[Opening THE RECORDS section]

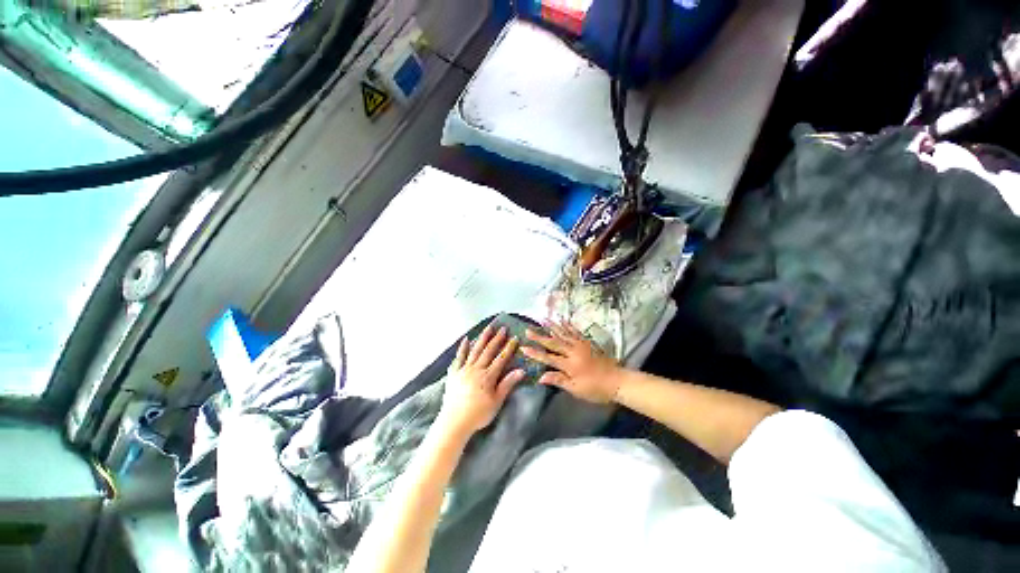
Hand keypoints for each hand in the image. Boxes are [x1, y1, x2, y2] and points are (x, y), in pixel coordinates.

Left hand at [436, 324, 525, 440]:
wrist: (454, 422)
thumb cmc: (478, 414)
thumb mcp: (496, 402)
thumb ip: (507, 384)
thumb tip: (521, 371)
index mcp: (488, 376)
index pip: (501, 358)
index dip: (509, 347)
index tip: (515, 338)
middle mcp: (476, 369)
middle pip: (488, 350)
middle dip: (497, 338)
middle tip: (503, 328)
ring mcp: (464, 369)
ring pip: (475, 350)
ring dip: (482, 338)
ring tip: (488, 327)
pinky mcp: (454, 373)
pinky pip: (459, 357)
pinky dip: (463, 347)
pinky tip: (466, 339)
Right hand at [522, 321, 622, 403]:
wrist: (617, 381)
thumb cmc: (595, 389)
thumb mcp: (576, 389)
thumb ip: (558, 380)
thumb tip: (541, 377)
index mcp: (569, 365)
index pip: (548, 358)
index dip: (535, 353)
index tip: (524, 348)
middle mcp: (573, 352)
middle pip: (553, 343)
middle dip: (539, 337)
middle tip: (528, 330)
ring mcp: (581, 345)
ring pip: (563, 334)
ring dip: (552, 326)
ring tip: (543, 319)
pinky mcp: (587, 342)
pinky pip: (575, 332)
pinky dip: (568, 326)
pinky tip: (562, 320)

[Closing THE RECORDS section]
[Opening THE RECORDS section]

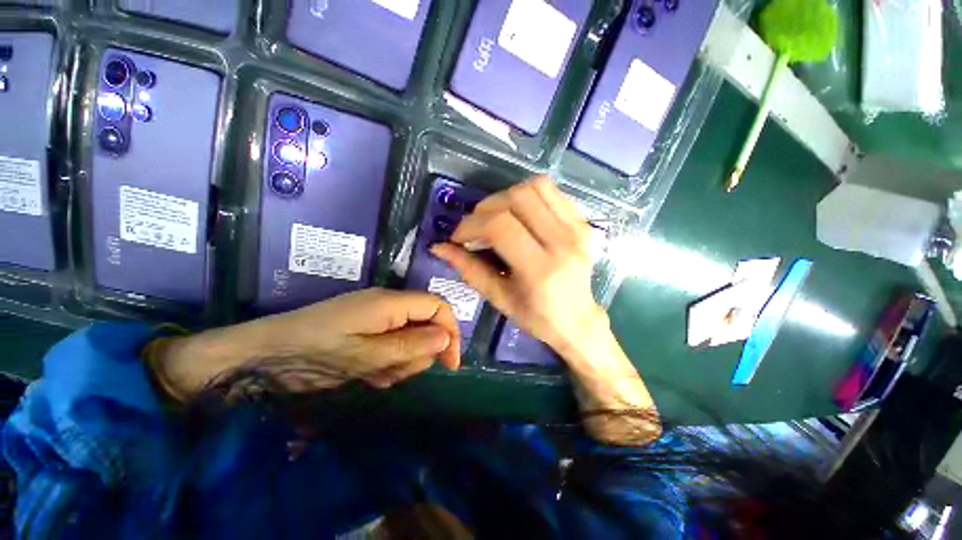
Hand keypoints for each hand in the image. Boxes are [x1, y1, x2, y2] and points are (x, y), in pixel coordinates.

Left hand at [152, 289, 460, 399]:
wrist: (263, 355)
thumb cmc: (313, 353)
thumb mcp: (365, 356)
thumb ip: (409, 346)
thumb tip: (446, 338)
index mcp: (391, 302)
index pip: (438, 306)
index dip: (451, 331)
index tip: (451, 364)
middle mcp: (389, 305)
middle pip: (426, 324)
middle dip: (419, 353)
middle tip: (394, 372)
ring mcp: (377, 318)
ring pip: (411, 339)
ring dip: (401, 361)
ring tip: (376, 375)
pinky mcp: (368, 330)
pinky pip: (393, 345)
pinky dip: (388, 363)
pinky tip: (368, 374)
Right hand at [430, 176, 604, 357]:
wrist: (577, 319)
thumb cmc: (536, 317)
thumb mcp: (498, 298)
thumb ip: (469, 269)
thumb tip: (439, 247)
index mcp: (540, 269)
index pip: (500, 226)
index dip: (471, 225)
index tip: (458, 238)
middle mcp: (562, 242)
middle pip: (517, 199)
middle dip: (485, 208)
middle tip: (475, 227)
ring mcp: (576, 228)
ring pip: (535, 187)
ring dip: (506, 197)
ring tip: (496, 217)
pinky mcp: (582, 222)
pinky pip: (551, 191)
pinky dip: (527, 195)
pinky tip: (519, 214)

[Closing THE RECORDS section]
[Opening THE RECORDS section]

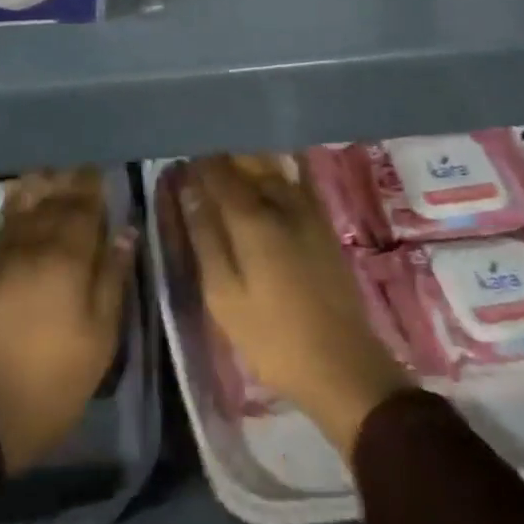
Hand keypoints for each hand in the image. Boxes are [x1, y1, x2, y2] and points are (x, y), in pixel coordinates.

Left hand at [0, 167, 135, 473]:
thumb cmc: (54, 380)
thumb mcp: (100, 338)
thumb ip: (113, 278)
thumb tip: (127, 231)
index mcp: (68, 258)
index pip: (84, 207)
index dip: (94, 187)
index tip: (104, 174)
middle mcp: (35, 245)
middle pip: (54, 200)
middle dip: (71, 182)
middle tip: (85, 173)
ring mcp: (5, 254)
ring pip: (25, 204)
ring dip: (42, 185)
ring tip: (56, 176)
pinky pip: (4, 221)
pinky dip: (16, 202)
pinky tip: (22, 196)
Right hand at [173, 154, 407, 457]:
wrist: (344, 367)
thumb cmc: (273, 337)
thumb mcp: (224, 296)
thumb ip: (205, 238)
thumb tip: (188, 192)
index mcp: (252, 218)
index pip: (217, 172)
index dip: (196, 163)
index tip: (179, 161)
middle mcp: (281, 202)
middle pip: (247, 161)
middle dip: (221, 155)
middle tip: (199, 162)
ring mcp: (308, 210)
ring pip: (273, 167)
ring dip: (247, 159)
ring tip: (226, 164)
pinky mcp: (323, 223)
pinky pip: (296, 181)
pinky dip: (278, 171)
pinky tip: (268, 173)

[Closing THE RECORDS section]

DIRECTIONS: Print exactly the lines of the listing above starting at the line containing "middle pip: (247, 161)" and ending at the line containing "pinky tip: (268, 173)", both included.

RESPONSE BOX:
middle pip: (247, 161)
middle dip: (221, 155)
middle tip: (199, 162)
ring mcp: (308, 210)
ring pip: (273, 167)
ring dip: (247, 159)
ring tip: (226, 164)
pinky mcp: (323, 223)
pinky pip: (296, 181)
pinky dip: (278, 171)
pinky tip: (268, 173)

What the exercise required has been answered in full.